━━━ RECORD SET ━━━

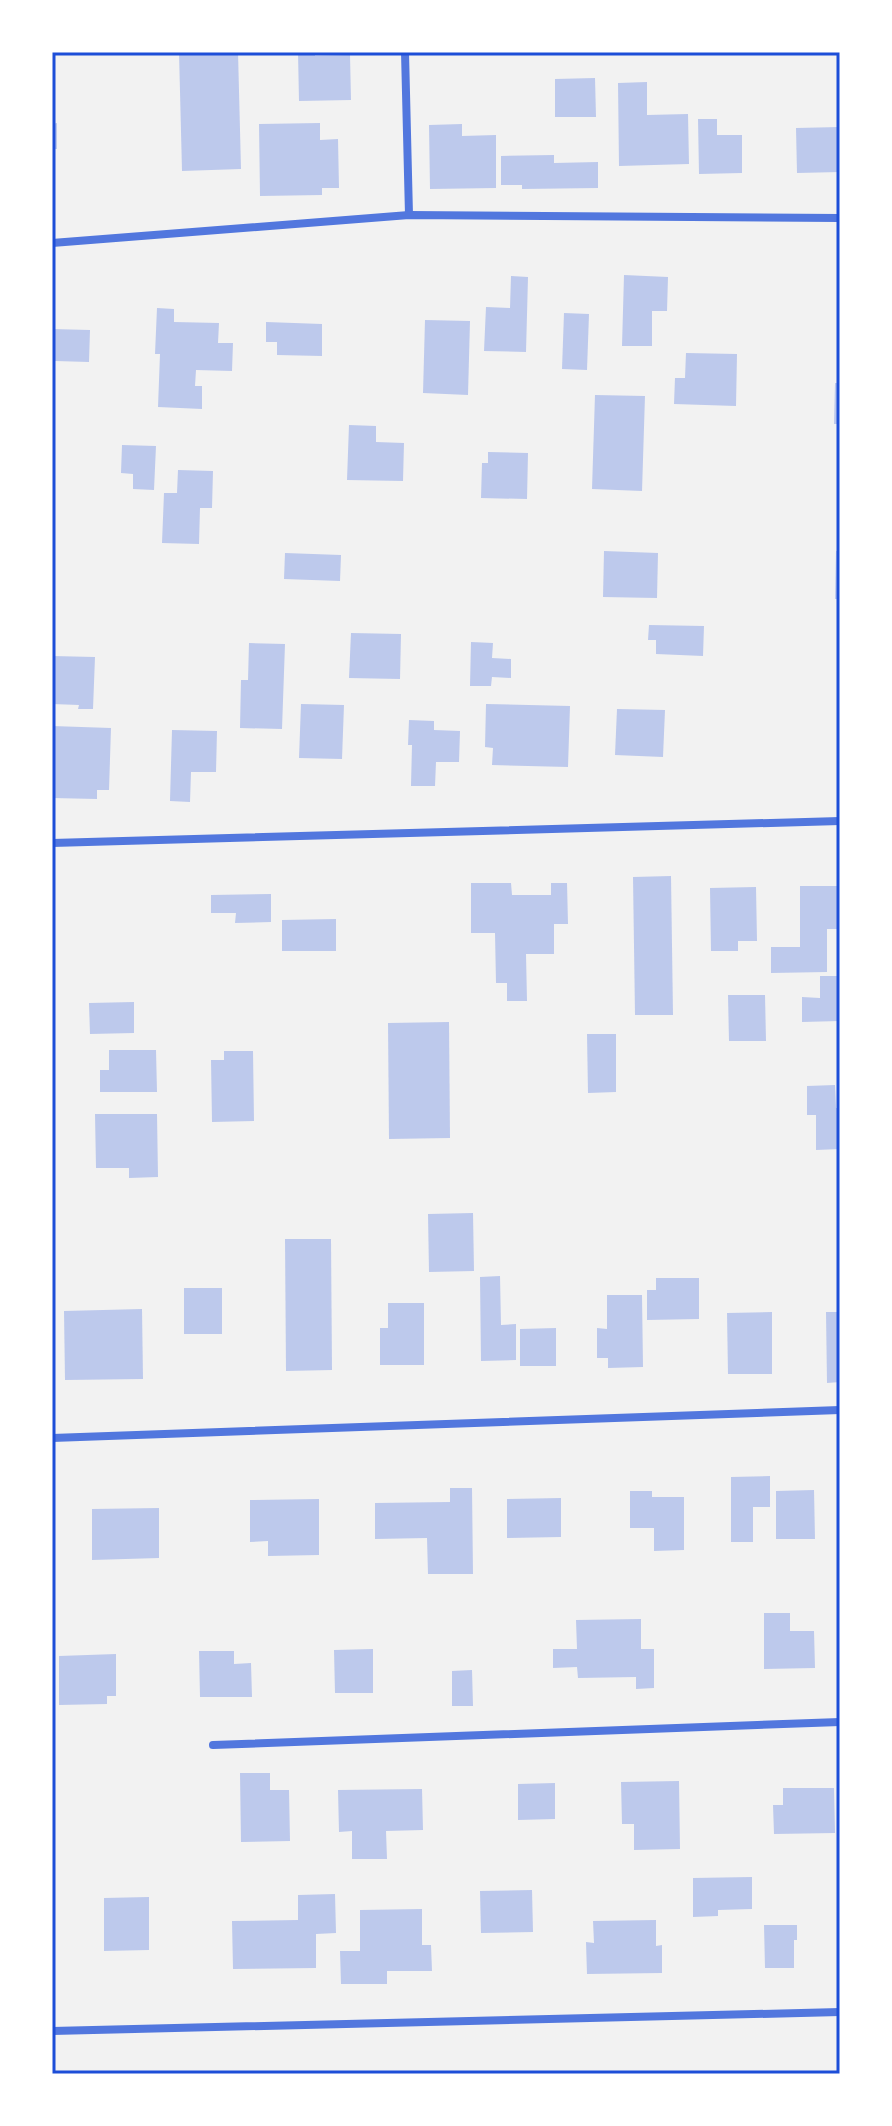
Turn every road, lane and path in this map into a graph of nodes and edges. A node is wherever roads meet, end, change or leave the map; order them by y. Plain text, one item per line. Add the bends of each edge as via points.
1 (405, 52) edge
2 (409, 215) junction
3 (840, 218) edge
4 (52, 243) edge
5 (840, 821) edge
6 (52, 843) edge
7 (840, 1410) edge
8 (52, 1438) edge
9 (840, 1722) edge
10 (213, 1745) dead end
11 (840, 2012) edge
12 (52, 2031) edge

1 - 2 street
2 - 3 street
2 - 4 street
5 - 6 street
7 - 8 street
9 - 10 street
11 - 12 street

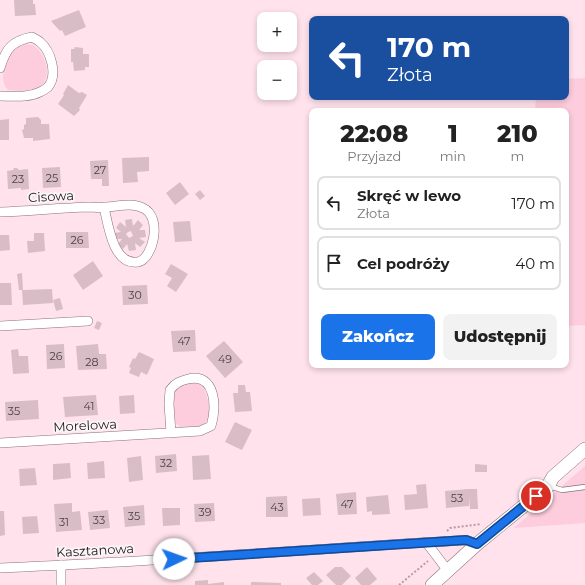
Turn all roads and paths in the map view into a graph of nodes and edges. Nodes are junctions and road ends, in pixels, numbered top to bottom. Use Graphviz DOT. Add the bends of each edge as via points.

━━━

TASK: The answer must be an exact restatement of all the records, with no pictures included.

SOLVED EXERCISE:
Turn every road, lane and path in this map into a graph of nodes and edges. A node is wherever roads meet, end, change or leave the map; order them by y. Plain text, one item per line. Add the bends of each edge as via points.
1 (405, 52) edge
2 (409, 215) junction
3 (840, 218) edge
4 (52, 243) edge
5 (840, 821) edge
6 (52, 843) edge
7 (840, 1410) edge
8 (52, 1438) edge
9 (840, 1722) edge
10 (213, 1745) dead end
11 (840, 2012) edge
12 (52, 2031) edge

1 - 2 street
2 - 3 street
2 - 4 street
5 - 6 street
7 - 8 street
9 - 10 street
11 - 12 street

Turn all roads and paths in the map view into a graph of nodes and edges. Nodes are junctions and road ends, in pixels, numbered top to bottom. Use Graphviz DOT. Add the bends of each edge as via points.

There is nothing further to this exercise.